We observed a mean decrease of serum ALT of 39% at wk 24 compared to pretreatment levels (from mean value ± SD of 164.9 ± 66 IU/L to 100.6 ± 25 IU/L, p= 0.017 95% CI: 19.1-109.3; Fig. 1A). Gamma-glutamyl-tranferases (GGT) showed a mean decrease of 61% (from mean value ± SD of 127.6 ± 87 IU/L to 49 ± 28 IU/L, p= 0.02; 95% CI: 14.8-128.1 Fig. 1B). Six of the eight patients showed a decrease of serum transaminases, the remaining two did not show significant change of liver enzymes. It is noteworthy that after interruption of thalidomide the mean values of ALT and τGT returned close to pretreatment levels (Fig. 2).
 
No significant change of serum HCV-RNA was observed.
 
No detectable histologic modification for both necroinflammatory and fibrosis scores was evidenced in the four patients who accepted to undergo liver biopsy at the end of treatment.
 
Immunological Results
 
Granzyme- and perforin-specific mRNA levels increased after 24 wk of thalidomide without reaching statistical significance (Fig. 3A and B). A higher increase of granzyme and perforin values were observed in patients with reduction of ALT: from 3,952 N fold to 6,889 N fold (p= 0.028, 95% CI: 691-5176) and from 1,920 N fold to 2,405 N fold (p= 0.46), respectively, while no increase was observed in subjects without biochemical response. Moreover, therapy resulted in an upregulation of Th1 cytokine expression as mean ± SD IFN-τ/IL-10 ratio changed from 8.1 ± 5 to 13.0 ± 14.7 (p= 0.43; Fig. 3C).
 
Finally in vitro TNF-a production decreased from a mean ± SD value of 3,530 ± 2,224 pg/mL to 2,397 ± 1,905 pg/mL at wk 24 of treatment. (p= 0.028, 95% CI: 170.3-2094.2; Fig. 3D).
 
DISCUSSION
 
To our knowledge this is the first study to employ thalidomide in the treatment of hepatitis C. We observed a significant decrease of ALT and τGT levels during a 24-wk course of treatment. No effect on HCV viremia and no histological improvement were observed.
 
At the dosage of 200 mg/day thalidomide was well tolerated and no rise of aminotransferases was seen after starting the drug, as previously reported in one patient (7).
 
Interestingly the most significant decrease of ALT was observed in patients with higher pretreatment levels. These data could be explained by the antiinflammatory activity on nonspecific immune activation responsible of liver damage and possibly by the costimulatory effect that thalidomide determines on activated CTL immune response (3, 4, 8).
 
We found an increased IFN-τ/IL-10 mRNA ratio with thalidomide administration, suggesting a cytokine shift from Th2 to Th1, although the limited number of patients and the high individual variability do not allow a conclusive interpretation.
 
A recent study has shown that etanercept, an anti-TNF agent, used as an adjuvant to interferon and ribavirin therapy seems to enhance viral clearance in chronic hepatitis C (9).

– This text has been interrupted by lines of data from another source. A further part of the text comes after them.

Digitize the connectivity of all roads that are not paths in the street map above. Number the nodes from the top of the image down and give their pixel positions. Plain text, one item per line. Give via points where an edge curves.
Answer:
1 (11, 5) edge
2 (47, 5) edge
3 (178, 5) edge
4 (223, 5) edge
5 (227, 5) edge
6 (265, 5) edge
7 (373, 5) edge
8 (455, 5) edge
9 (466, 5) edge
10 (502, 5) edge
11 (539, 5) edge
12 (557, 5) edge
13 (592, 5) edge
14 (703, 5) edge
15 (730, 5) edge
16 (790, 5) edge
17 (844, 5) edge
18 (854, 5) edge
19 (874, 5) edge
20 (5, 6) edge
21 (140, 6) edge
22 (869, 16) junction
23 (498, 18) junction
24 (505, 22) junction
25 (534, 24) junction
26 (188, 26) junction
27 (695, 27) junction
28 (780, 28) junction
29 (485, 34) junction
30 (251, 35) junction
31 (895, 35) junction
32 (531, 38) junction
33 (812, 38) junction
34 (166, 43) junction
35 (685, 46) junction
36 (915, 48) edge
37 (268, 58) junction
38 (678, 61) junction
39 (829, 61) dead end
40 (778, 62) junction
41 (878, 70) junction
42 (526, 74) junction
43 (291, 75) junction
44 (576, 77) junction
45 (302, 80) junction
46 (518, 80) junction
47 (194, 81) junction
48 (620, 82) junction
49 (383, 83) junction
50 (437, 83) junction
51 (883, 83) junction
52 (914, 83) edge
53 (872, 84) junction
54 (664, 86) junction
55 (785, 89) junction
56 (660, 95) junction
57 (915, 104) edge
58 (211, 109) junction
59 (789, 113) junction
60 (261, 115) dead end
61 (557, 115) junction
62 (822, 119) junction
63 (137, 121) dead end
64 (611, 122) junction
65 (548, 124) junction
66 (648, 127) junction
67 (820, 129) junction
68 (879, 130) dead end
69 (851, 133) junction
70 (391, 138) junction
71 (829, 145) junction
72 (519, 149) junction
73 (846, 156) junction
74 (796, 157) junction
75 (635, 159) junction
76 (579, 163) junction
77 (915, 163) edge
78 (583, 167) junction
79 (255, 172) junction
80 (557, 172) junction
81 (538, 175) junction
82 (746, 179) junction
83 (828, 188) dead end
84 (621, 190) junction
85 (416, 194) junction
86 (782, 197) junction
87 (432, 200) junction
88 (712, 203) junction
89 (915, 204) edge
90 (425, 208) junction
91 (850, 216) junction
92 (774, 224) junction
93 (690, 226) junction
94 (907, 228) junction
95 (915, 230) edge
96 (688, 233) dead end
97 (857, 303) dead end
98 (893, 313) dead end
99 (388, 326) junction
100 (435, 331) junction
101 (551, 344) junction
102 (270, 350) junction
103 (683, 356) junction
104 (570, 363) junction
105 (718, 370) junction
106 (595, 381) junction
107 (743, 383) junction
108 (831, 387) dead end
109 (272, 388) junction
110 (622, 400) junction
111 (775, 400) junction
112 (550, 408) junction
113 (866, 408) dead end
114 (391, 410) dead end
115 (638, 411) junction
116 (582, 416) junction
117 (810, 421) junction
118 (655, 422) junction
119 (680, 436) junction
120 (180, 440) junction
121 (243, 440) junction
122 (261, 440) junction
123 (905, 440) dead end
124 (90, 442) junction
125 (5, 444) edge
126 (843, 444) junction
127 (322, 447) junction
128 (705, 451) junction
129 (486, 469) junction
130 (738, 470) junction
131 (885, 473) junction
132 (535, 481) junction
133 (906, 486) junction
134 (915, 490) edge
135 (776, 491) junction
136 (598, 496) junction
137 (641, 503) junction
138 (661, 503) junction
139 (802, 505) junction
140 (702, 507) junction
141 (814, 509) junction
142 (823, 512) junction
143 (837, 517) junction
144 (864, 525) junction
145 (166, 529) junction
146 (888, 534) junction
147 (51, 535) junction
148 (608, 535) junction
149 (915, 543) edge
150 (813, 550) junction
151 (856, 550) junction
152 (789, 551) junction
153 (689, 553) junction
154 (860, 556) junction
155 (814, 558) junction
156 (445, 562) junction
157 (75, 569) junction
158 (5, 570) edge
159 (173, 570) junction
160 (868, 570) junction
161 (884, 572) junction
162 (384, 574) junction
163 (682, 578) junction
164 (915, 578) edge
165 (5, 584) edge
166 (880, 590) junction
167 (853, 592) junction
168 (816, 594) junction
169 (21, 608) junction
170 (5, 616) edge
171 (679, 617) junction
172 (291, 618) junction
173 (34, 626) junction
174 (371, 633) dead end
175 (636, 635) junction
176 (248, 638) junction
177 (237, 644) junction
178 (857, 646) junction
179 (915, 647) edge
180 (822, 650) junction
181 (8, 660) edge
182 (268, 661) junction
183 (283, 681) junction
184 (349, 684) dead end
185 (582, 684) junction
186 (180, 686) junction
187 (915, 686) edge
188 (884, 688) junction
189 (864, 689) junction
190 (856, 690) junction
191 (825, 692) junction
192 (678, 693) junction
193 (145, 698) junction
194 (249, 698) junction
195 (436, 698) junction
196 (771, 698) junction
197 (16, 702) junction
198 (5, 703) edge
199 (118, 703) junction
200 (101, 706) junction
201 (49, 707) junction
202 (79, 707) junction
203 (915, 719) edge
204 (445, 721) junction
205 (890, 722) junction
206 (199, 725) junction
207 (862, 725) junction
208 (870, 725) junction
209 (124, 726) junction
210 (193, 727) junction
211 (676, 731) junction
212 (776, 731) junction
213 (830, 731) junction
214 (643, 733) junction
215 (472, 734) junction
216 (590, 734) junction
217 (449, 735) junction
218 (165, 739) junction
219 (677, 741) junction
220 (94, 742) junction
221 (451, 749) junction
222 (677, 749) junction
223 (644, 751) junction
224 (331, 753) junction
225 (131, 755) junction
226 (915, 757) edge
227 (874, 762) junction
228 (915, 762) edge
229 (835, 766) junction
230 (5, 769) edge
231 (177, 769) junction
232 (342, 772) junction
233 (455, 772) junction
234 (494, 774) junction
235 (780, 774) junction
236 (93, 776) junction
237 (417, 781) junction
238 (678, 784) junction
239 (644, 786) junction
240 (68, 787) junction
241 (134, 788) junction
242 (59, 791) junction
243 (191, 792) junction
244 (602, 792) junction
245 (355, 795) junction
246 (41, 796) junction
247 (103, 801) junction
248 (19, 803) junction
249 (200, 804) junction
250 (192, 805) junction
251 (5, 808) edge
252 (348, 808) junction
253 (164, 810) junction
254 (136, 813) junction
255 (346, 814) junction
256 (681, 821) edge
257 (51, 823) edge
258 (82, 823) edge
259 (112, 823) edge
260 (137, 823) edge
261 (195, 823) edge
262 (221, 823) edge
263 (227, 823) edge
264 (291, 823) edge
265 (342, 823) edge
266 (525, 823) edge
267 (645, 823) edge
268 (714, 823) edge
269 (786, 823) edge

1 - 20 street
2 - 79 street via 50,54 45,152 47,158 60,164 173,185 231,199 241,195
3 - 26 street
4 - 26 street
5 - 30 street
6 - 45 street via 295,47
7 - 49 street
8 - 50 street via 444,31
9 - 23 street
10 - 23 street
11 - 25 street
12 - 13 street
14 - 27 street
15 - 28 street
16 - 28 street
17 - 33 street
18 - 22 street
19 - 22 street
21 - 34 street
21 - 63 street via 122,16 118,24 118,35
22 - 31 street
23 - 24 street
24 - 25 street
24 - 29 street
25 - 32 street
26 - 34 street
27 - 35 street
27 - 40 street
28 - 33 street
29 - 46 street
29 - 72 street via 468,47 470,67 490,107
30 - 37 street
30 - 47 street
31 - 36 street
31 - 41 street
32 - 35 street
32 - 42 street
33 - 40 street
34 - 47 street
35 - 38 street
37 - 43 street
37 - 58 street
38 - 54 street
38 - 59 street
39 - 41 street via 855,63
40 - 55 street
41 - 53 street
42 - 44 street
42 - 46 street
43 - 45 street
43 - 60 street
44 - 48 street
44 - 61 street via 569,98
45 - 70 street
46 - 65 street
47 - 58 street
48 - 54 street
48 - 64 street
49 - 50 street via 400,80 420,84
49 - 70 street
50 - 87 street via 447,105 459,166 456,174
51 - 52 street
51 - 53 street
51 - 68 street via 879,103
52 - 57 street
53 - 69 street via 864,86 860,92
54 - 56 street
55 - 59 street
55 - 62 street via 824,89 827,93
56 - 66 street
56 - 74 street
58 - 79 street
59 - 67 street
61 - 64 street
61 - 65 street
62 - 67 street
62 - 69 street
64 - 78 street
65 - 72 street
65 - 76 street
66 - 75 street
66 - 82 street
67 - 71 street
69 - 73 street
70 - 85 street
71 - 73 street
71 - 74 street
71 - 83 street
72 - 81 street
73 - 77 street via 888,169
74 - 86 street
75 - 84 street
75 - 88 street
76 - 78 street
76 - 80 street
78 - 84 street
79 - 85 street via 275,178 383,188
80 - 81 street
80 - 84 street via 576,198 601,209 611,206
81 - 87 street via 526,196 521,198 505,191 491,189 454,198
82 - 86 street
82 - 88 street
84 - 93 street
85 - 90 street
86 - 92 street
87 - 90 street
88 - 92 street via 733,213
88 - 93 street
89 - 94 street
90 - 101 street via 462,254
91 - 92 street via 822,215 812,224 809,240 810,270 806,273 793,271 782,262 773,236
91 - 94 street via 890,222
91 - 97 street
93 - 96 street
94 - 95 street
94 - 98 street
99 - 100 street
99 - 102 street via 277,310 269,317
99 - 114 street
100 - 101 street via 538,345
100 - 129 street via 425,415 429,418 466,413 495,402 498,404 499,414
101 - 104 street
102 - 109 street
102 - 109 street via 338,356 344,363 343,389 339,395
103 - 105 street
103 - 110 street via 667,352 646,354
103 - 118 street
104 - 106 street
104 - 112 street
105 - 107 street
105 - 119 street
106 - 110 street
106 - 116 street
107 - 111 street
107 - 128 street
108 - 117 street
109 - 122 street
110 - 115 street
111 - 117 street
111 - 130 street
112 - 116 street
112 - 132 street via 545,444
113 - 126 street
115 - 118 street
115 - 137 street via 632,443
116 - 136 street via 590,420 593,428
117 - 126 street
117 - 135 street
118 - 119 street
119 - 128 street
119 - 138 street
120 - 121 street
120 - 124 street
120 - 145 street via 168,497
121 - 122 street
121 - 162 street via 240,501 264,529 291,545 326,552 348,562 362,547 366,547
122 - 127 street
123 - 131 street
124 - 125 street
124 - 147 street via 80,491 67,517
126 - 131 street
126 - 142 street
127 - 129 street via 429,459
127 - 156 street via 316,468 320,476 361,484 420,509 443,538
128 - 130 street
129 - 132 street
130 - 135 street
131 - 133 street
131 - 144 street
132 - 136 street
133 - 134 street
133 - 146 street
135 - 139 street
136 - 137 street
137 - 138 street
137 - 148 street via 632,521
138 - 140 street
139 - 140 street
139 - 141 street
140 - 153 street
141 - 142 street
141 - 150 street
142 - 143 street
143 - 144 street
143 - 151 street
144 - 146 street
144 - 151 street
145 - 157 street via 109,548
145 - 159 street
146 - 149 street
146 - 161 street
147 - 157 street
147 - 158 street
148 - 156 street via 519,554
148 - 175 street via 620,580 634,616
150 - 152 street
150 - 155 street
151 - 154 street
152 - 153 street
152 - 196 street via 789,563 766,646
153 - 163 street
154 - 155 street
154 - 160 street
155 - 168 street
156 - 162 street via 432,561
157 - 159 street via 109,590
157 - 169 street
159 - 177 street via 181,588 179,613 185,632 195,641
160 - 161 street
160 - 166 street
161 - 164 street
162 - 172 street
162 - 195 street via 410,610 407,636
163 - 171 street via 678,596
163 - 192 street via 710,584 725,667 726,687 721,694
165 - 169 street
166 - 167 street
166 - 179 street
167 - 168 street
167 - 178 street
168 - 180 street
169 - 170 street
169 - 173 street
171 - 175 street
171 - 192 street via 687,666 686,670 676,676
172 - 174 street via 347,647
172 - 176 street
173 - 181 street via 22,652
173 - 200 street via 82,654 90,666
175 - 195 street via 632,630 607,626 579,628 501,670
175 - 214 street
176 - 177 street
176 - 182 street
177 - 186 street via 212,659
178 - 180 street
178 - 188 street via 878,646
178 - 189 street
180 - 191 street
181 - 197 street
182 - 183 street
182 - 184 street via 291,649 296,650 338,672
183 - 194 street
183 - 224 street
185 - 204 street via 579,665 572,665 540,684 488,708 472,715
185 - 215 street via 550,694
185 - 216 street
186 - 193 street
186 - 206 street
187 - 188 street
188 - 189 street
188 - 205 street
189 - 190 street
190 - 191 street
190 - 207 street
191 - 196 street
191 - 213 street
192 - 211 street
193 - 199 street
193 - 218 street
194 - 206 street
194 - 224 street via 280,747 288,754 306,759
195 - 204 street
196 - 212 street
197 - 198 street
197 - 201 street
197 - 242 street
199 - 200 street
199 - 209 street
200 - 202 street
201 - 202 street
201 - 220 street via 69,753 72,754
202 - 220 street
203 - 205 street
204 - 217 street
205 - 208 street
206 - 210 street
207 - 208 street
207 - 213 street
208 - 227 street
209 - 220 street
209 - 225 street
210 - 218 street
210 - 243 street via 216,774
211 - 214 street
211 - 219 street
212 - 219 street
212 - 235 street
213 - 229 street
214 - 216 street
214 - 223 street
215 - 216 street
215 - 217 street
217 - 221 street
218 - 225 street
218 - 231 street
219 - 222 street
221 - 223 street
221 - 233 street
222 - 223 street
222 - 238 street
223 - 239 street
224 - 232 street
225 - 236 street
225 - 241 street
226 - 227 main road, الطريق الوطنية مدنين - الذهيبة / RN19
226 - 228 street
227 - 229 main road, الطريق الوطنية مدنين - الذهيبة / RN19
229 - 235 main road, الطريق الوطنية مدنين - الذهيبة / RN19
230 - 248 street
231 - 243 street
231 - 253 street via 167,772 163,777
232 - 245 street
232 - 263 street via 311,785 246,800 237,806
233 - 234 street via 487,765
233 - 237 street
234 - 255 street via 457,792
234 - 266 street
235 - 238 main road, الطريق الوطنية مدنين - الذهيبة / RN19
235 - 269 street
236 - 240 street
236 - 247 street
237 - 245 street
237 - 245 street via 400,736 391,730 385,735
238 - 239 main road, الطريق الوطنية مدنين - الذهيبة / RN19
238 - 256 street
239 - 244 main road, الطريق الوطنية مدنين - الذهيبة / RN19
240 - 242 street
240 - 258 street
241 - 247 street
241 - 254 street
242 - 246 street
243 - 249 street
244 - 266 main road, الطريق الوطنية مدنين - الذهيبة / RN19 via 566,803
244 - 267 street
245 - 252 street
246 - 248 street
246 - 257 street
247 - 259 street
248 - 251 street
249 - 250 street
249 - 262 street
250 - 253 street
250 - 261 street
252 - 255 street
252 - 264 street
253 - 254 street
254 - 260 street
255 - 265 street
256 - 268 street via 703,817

Several studies have demonstrated the anti-TNF activity of thalidomide in vitro and in vivo and we accordingly detected a reduced TNF-a production by stimulated PBMC in vitro. Moreover thalidomide was reported to accelerate the recovery from experimental cirrhosis in rats, probably mediated by TNF-a suppression in the liver (10). We did not find histologic improvement in the four follow-up liver specimens, but longer follow-up might be necessary to determine a late beneficial effect.
 
Thalidomide due to its immunomodulatory characteristics might represent a new pharmacologic approach to chronic HCV infection. Future investigations might focus on the association of thalidomide with IFN or possibly with IFN and ribavirin to evaluate the potential improvement of the current therapeutic regimens.